The purpose of the study, she said, "was to create a validated self-screening tool for dental offices — one that did not require weighing the patient and calculating [body mass index] because I didn't think we'd be able to get dental offices to start weighing patients."

In a statement provided to Medscape Medical News, Jane Chiang, MD, senior vice president of medical affairs and community information for the American Diabetes Association, said that the association "prefers screening for prediabetes and diabetes mellitus be performed at the individual's routine healthcare provider's (ie, physician's) office, since follow-up is readily available. Screening HbA1c is acceptable at [alternative health settings such as] health fairs and dental offices, provided that there is appropriate follow-up at the physician’s office. Proper follow-up and education are imperative in prediabetes and diabetes management."

The American Diabetes Association has its own diabetes-risk screening tool.

But Sandeep Dhindsa, MD, chief of endocrinology and associate professor of medicine at Texas Tech University, Odessa, thinks diabetes screening in the dental office is a good idea.

"Certainly, multimodal opportunities for diabetes screening would be most welcome. I think this is an untapped area, an untapped opportunity, and would be a good healthcare advance. I would support it," he told Medscape Medical News.

Identifying Diabetes at the Dentist

The 14 items in Dr Maples's diabetes risk-assessment tool include asking the patient to self-report being more than 10% over ideal body weight and having a higher-than-ideal waist circumference.

Other questions assess family history for diabetes, race/ethnicity, medication use, and symptoms such as excessive thirst/hunger/urination, blurred vision, numbness/tingling, skin infections/foot ulcers, recurrent yeast infections, and bleeding gums.

Dr Aldasouqi said that the questions related to symptoms of acute hyperglycemia (eg, numbness, thirst, polyuria) were included "because we don't want to miss somebody sitting in that chair with a blood sugar of 300 to 400 [mg/dL] unknown, and the dentist starts drilling and digging, and [the patient] ends up with an infection."

In the study, a total of 500 patients (302 women and 198 men) with a mean age of 48 years completed the survey and underwent a validated fingerstick test for HbA1c, which identified 1.2% (six patients) with diabetes and 19.2% (96 patients) with prediabetes.

Predictors of diabetes/prediabetes from the questionnaire included age, being 10% over ideal body weight, waist size above 40 in for men or 35 in for women, hypertension, abnormal lipids, tingling of hands or feet, and visual symptoms or conditions (ie, blurring, cataracts, glaucoma).

The rate of undiagnosed prediabetes in the study is similar to that of other studies and in line with the risk in the general population. However, the rate of diabetes detection was lower. This could be because of the particular demographics of the local population, as well as the ongoing health preventive and educational activities at Dr Maples's dental practice, Dr Aldasouqi noted.
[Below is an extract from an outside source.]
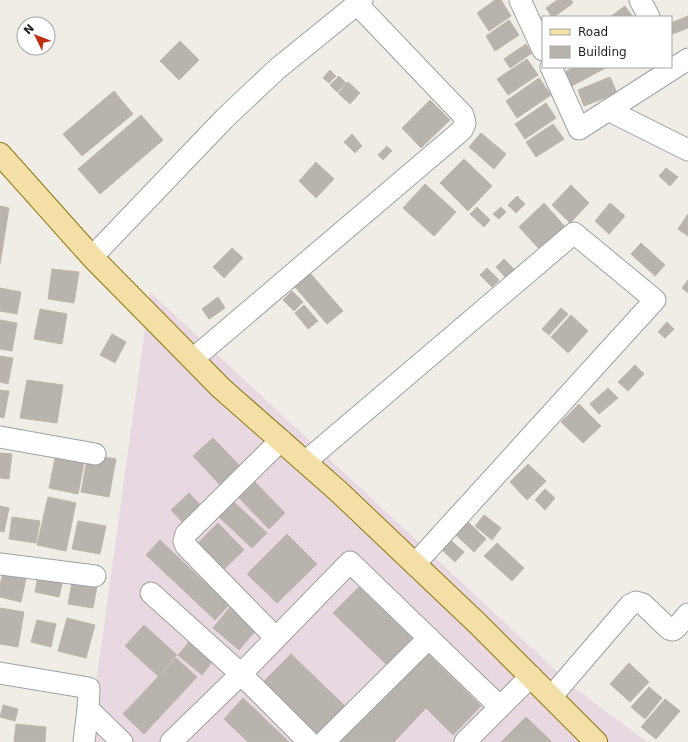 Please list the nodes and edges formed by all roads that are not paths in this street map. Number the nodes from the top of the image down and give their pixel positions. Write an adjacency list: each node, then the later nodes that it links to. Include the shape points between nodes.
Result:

The paper has been submitted for publication to a major dental journal, and Dr Maples has taken a position with Henry Schein Dental, a distributor/practice management company, "to lead the total wellness curriculum for dentistry in the country," adding that she teaches approximately 25 days a year, using her screening tools as part of the curriculum.

Regarding diabetes screening in the dental office, Dr Dhindsa told Medscape Medical News, "I don't see any downsides....I think it's a step in the right direction of trying to pick up more undiagnosed people."

Dr Maples funded the study and owns the screening tool. Dr Aldasouqi is a speaker for Takeda, Janssen, and Sanofi. Dr Dhindsa is a speaker for AbbVie. Dr Chiang is an employee of the American Diabetes Association.

American Association of Clinical Endocrinologists' 2015 Annual Scientific and Clinical Congress. May 15, 2015; Nashville, Tennessee. Abstract 727.